誤用の何が問題なのか?誤用は大したことない??

 誤用をそのままにするという事は、世界的に注目を集めているアンコンシャス・バイアス(潜在的バイアス)研究の価値を、日本では無にするという事です。しかし失うのは、この研究自体の持つ知識的価値だけではありません。社会が得られるはずだった利益や、誤用を検証出来なかった国や組織としての信用を含みます。

 さらに、一度誤用が広まると訂正は容易では無く、二次被害が発生するという問題もあります。誤用を広める側、広めてしまった側に、自己保身の観点からは誤りを積極的に認める理由はありません。そのような人々は既に情報を発信する側におり、その人々の誤用を指摘し是正させようとするのにはエネルギーが必要です。本来ほかの事に費やせたはずの活力がその訂正作業に注がれるという二次被害が発生します。このブログはその一例です。

 内容を精査しなかった場合、拡散以降はそれに関わる人達の利益相反によって、内容が訂正される事は容易ではありません。

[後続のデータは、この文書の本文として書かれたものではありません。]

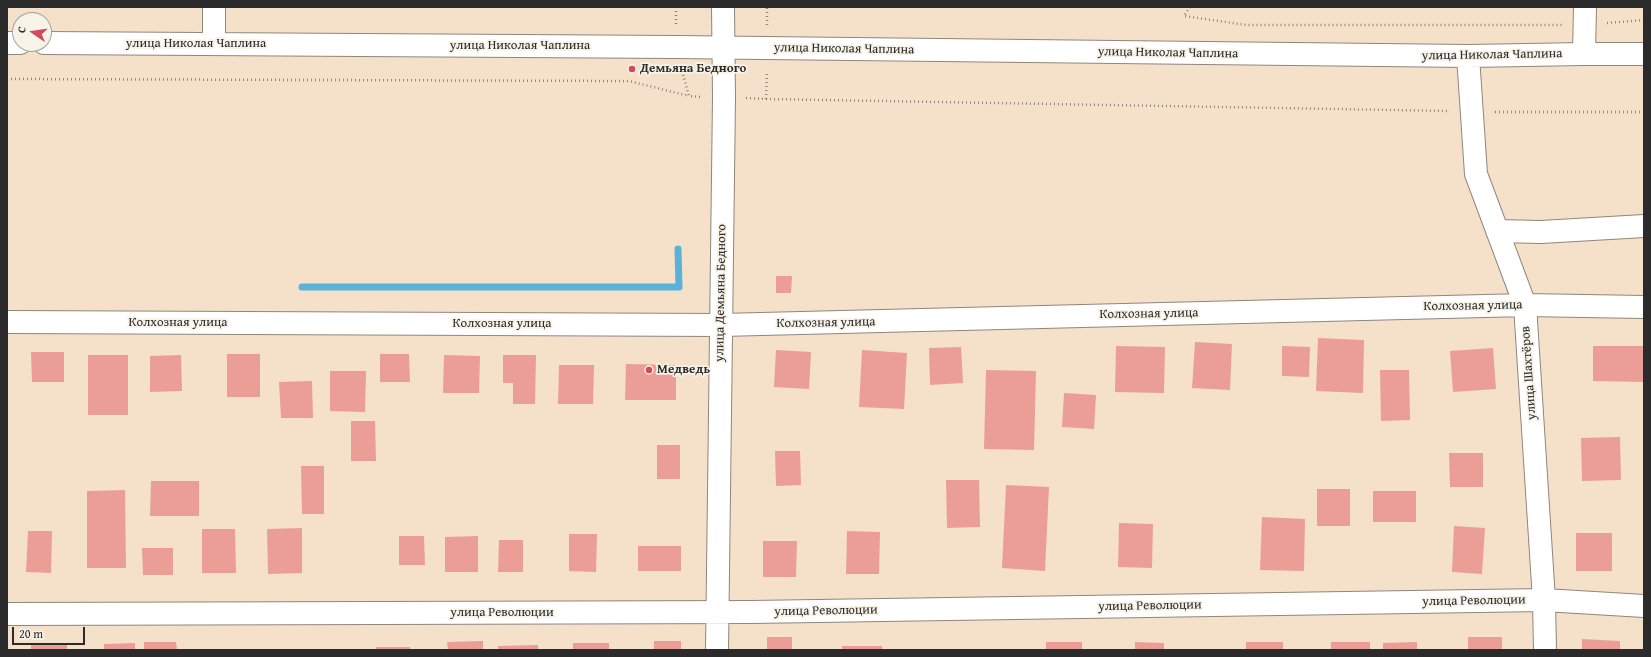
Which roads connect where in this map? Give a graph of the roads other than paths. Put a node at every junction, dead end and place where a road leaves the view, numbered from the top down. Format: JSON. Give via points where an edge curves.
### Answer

Generated image of incorrectness
 

 誤用の指摘に対する彼らの主な反論は、誤用よりもっと大切な事がある、だから特に対応しなくても良い、とその影響を過小評価するものです。より重要なものが含まれていれば一部の誤りは許容されるというのです。

 許容するしないを決めるのは、誰でしょうか。

 誤用を広めている側はしばしば、「女性だから配慮して責任ある仕事は任せないでおこう。」といった事実確認を行わない一方的な判断を、(彼らの言う)「アンコンシャス・バイアス」の例として挙げ、それは不適切であると主張しています。それは合理的な意思決定手順を踏まず、勝手に相手の選択肢を狭めているからです。
 同様に、「自分たちはより大切な事を訴えたいので、誤りについては黙っておこう/対処しないでおこう。」という彼らの態度は、受け取り側が誤りを知りたいか否か事実確認せずに決定する、不適切な行為ではないでしょうか。
 アンコンシャス・バイアス(潜在的バイアス)のセミナーや研修で、現在日本で広められている「アンコンシャス・バイアス」という用語には誤用しているとの「根拠を持った」指摘がある、それを知りたいですか?と聞かれたら、多くの人は「聞きたいです。」と答えるでしょう。何故なら、誰も誤った使用法を真実だと受け取りたくないからです。「もっと大切な事がある」は、そう語る人の(おそらくは保身の)意向に過ぎません。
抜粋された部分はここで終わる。